In die schleppende Aufarbeitung der politischen Maßnahmen während der Corona-Pandemie kommt neue Bewegung. Eine Gruppe von Journalisten hat am Dienstag interne Protokolle des Robert-Koch-Instituts (RKI) und umfangreiches weiteres Material aus den Jahren 2020 bis 2023 veröffentlicht. Darin sind den Angaben zufolge sämtliche Sitzungsprotokolle des RKI-Krisenstabs aus der Zeit der Pandemie enthalten.

Die Daten in dem rund 10 GB umfassenden Paket stammen von einer Person, die für das RKI gearbeitet hat, sagte die Journalistin Aya Velázquez am Dienstag in einer Pressekonferenz in Berlin. Sie spricht sich für eine "kompromisslose und ehrliche Aufarbeitung" der Corona-Politik in Deutschland aus.

Ersten Auswertungen zufolge finden sich in den Unterlagen Hinweise, dass die während der Corona-Pandemie von der Politik ergriffenen Maßnahmen im RKI kritisch gesehen wurden. Das von Politikern gerne benutzte Schlagwort der "Pandemie der Ungeimpften" etwa hielten RKI-Experten für "fachlich nicht korrekt". Auch formulierten Mitglieder des Krisenstabs Zweifel an der Wirksamkeit von Maskenpflicht oder Schulschließungen.

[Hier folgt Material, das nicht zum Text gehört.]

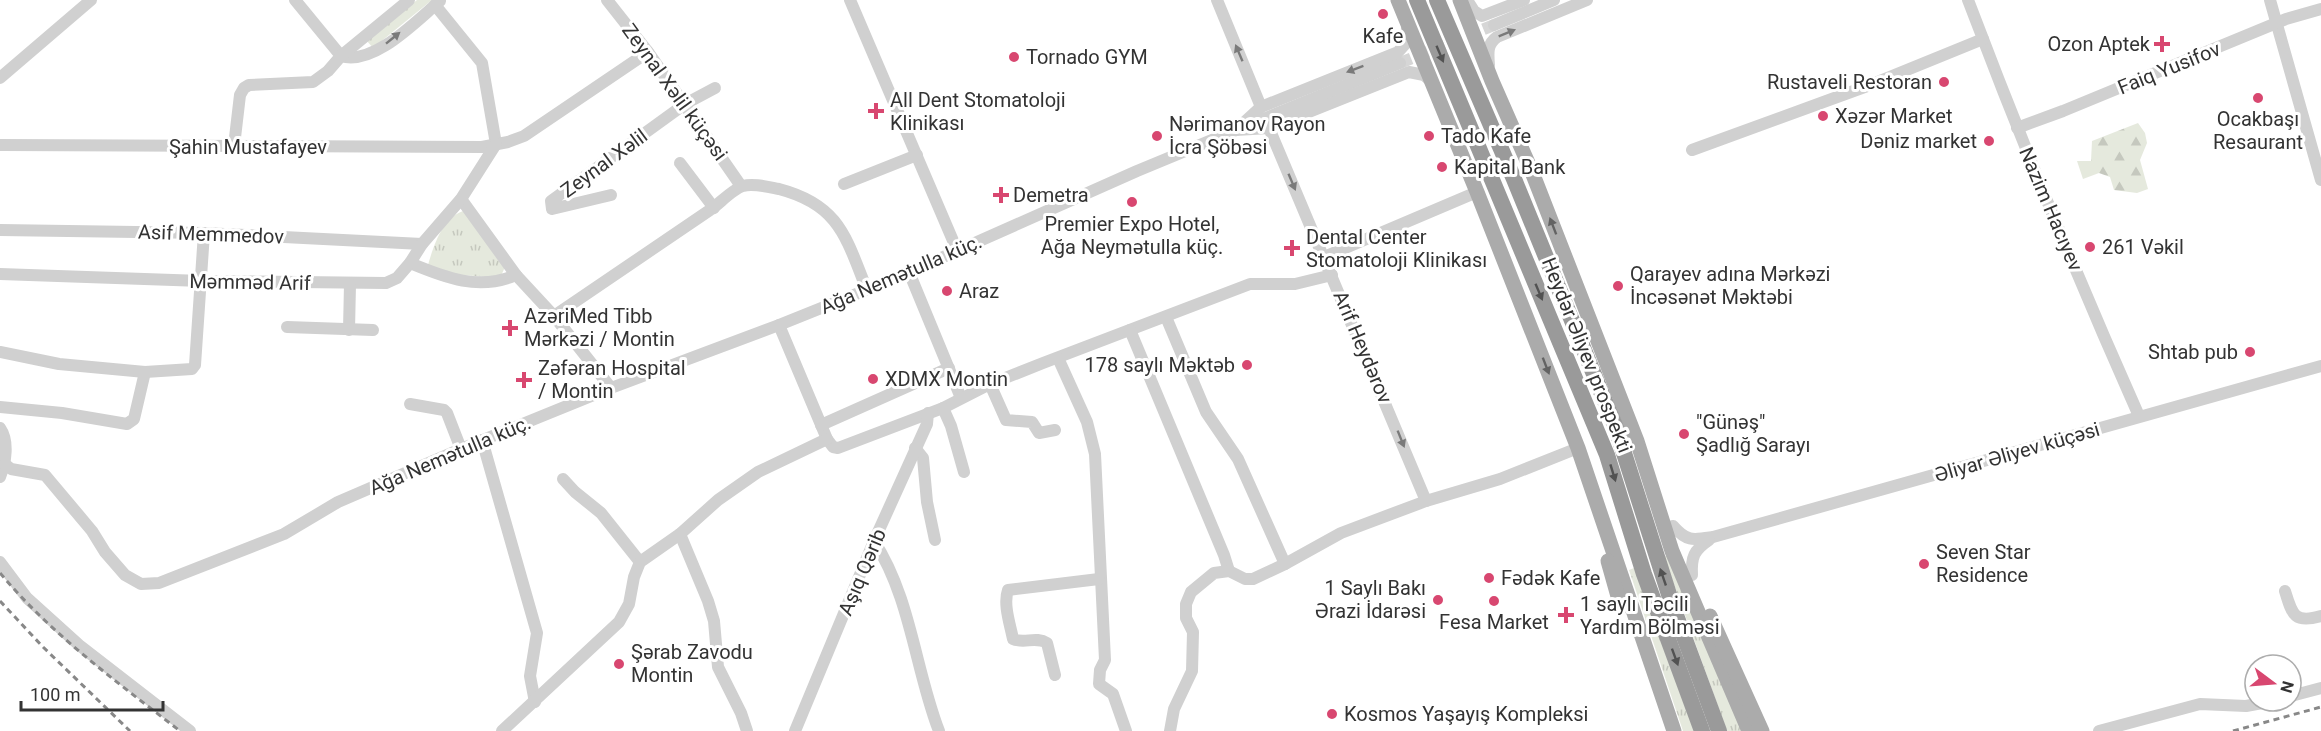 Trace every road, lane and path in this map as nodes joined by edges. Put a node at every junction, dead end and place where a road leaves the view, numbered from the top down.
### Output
1 (91, 0) edge
2 (295, 0) edge
3 (409, 0) edge
4 (607, 0) edge
5 (850, 0) edge
6 (1217, 0) edge
7 (1398, 0) edge
8 (1417, 0) edge
9 (1437, 0) edge
10 (1460, 0) edge
11 (1467, 0) edge
12 (1524, 0) edge
13 (1554, 0) edge
14 (1587, 0) edge
15 (1968, 0) edge
16 (2270, 0) edge
17 (438, 2) edge
18 (2321, 9) edge
19 (1407, 22) junction
20 (2276, 24) junction
21 (1494, 25) tunnel mouth
22 (1983, 39) junction
23 (648, 52) junction
24 (341, 56) junction
25 (1401, 63) tunnel mouth
26 (0, 78) edge
27 (1492, 81) junction
28 (1433, 84) junction
29 (715, 88) dead end
30 (685, 104) junction
31 (1261, 107) junction
32 (1269, 128) junction
33 (2017, 128) junction
34 (1236, 130) junction
35 (2316, 143) edge
36 (496, 144) junction
37 (0, 145) edge
38 (234, 146) junction
39 (1692, 150) dead end
40 (917, 154) junction
41 (680, 163) dead end
42 (2321, 180) edge
43 (844, 184) dead end
44 (741, 186) junction
45 (1478, 192) junction
46 (611, 195) dead end
47 (461, 199) junction
48 (714, 208) junction
49 (0, 230) edge
50 (204, 233) junction
51 (422, 244) junction
52 (957, 250) junction
53 (1324, 256) junction
54 (410, 263) junction
55 (909, 272) junction
56 (0, 274) edge
57 (516, 275) junction
58 (1332, 275) junction
59 (202, 281) junction
60 (350, 284) junction
61 (867, 290) junction
62 (554, 316) junction
63 (1166, 317) junction
64 (779, 325) junction
65 (287, 327) dead end
66 (349, 330) junction
67 (373, 330) dead end
68 (1130, 330) junction
69 (0, 352) edge
70 (1058, 358) junction
71 (2321, 366) edge
72 (949, 368) junction
73 (145, 372) junction
74 (990, 384) junction
75 (611, 388) junction
76 (961, 398) junction
77 (410, 404) dead end
78 (0, 407) edge
79 (943, 408) junction
80 (928, 413) junction
81 (2139, 416) junction
82 (821, 424) junction
83 (0, 428) edge
84 (1055, 430) dead end
85 (827, 439) junction
86 (482, 440) junction
87 (1637, 441) junction
88 (915, 448) junction
89 (1578, 448) junction
90 (461, 449) junction
91 (5, 464) junction
92 (964, 472) dead end
93 (0, 477) edge
94 (563, 479) dead end
95 (1589, 479) junction
96 (1426, 501) junction
97 (1673, 526) junction
98 (680, 534) junction
99 (1713, 537) junction
100 (935, 540) dead end
101 (874, 541) junction
102 (640, 561) junction
103 (0, 562) edge
104 (1285, 564) junction
105 (1229, 571) junction
106 (1692, 575) junction
107 (1100, 579) junction
108 (2285, 591) dead end
109 (2321, 616) edge
110 (1055, 675) dead end
111 (2321, 688) edge
112 (2303, 693) edge
113 (535, 702) junction
114 (2243, 706) edge
115 (190, 731) edge
116 (502, 731) edge
117 (747, 731) edge
118 (795, 731) edge
119 (939, 731) edge
120 (1126, 731) edge
121 (1170, 731) edge
122 (1664, 731) edge
123 (1674, 731) edge
124 (1702, 731) edge
125 (1719, 731) edge
126 (1749, 731) edge
127 (1762, 731) edge
128 (2099, 731) edge

1 - 26 street
2 - 24 street
3 - 24 street
4 - 23 street, Zeynal Xəlil küçəsi
5 - 40 street
31 -> 6 street
7 - 19 main road
8 -> 124 highway, Heydər Əliyev prospekti
125 -> 9 highway, Heydər Əliyev prospekti
10 - 27 main road
11 - 12 street
13 - 21 street
27 -> 14 street
15 - 22 street, Nazim Hacıyev
16 - 20 street
24 -> 17 street
17 - 36 street
18 - 20 street, Faiq Yusifov
19 - 28 main road
19 -> 31 street
20 - 33 street, Faiq Yusifov
20 - 35 street
22 - 33 street, Nazim Hacıyev
22 - 39 street
23 - 30 street, Zeynal Xəlil küçəsi
23 - 36 street, Şahin Mustafayev
24 - 38 street
25 - 34 street
87 -> 27 main road
28 - 32 street, Ağa Nemətulla küç.
28 - 45 main road
29 - 30 street, Zeynal Xəlil
30 - 44 street, Zeynal Xəlil küçəsi
30 - 46 street, Zeynal Xəlil
31 - 34 street, Ağa Nemətulla küç.
32 - 34 street, Ağa Nemətulla küç.
32 -> 53 street, Arif Heydərov
33 - 81 street, Nazim Hacıyev
34 - 52 street, Ağa Nemətulla küç.
35 - 42 street
36 - 38 street, Şahin Mustafayev
36 - 47 street
37 - 38 street, Şahin Mustafayev
40 - 43 street
40 - 52 street
41 - 48 street
44 - 48 street
44 - 61 street
45 - 53 street
45 -> 89 main road
47 - 51 street, Məmməd Arif
47 - 57 street
48 - 62 street
49 - 50 street, Asif Memmedov
50 - 51 street, Asif Memmedov
50 - 59 street
51 - 54 street, Məmməd Arif
52 - 55 street, Ağa Nemətulla küç.
53 - 58 street, Arif Heydərov
54 - 57 street
54 - 60 street, Məmməd Arif
55 - 61 street, Ağa Nemətulla küç.
55 - 72 street
56 - 59 street, Məmməd Arif
57 - 62 street
58 - 63 street
58 -> 96 street, Arif Heydərov
59 - 60 street, Məmməd Arif
59 - 73 street
60 - 66 street
61 - 64 street, Ağa Nemətulla küç.
62 - 75 street
63 - 68 street
63 - 104 street
64 - 75 street, Ağa Nemətulla küç.
64 - 82 street
65 - 66 street
66 - 67 street
68 - 70 street
68 - 105 street
69 - 73 street
70 - 74 street
70 - 107 street
71 - 81 street, Əliyar Əliyev küçəsi
72 - 76 street
72 - 82 street
73 - 78 street
74 - 76 street
74 - 84 street
75 - 86 street, Ağa Nemətulla küç.
76 - 79 street
77 - 90 street
79 - 80 street
79 - 92 street
80 - 85 street
80 - 88 street, Aşıq Qərib
81 - 99 street, Əliyar Əliyev küçəsi
82 - 85 street
83 - 91 street
85 - 98 street
86 - 90 street, Ağa Nemətulla küç.
86 - 113 street
87 - 97 main road
87 - 126 main road
88 - 100 street
88 - 101 street, Aşıq Qərib
89 - 95 main road
89 - 96 street
90 - 91 street, Ağa Nemətulla küç.
91 - 93 street
94 - 102 street
95 - 122 main road
95 - 123 main road
96 - 104 street
97 - 99 street, Əliyar Əliyev küçəsi
97 - 106 main road
98 - 102 street
98 - 117 street
99 - 106 street, Əliyar Əliyev küçəsi
101 - 118 street, Aşıq Qərib
101 - 119 street
102 - 113 street
103 - 115 street
104 - 105 street
105 - 121 street
106 - 127 main road
107 - 110 street
107 - 120 street
108 - 109 street
111 - 112 street
113 - 116 street
114 - 128 street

Mit dem Leak endet ein jahrelanges Tauziehen zwischen dem Bund und einer Handvoll Journalisten, die Einsicht in Regierungsunterlagen aus der Pandemie gefordert hatten. Der Publizist Paul Schreyer hatte im Mai 2021 die Herausgabe der RKI-Akten auf Grundlage des Informationsgesetzes eingeklagt.

Das RKI hat die Unterlagen dann im März 2023 mit vielen Schwärzungen veröffentlicht. Die Schwärzungen begründete das RKI mit dem Schutz der betroffenen Personen sowie schützenswerter betrieblicher und politischer Geheimnisse. Erst nach einer weiteren Klage begann das Institut, weitere ungeschwärzte Unterlagen zu veröffentlichen – allerdings nur bis Mitte 2021.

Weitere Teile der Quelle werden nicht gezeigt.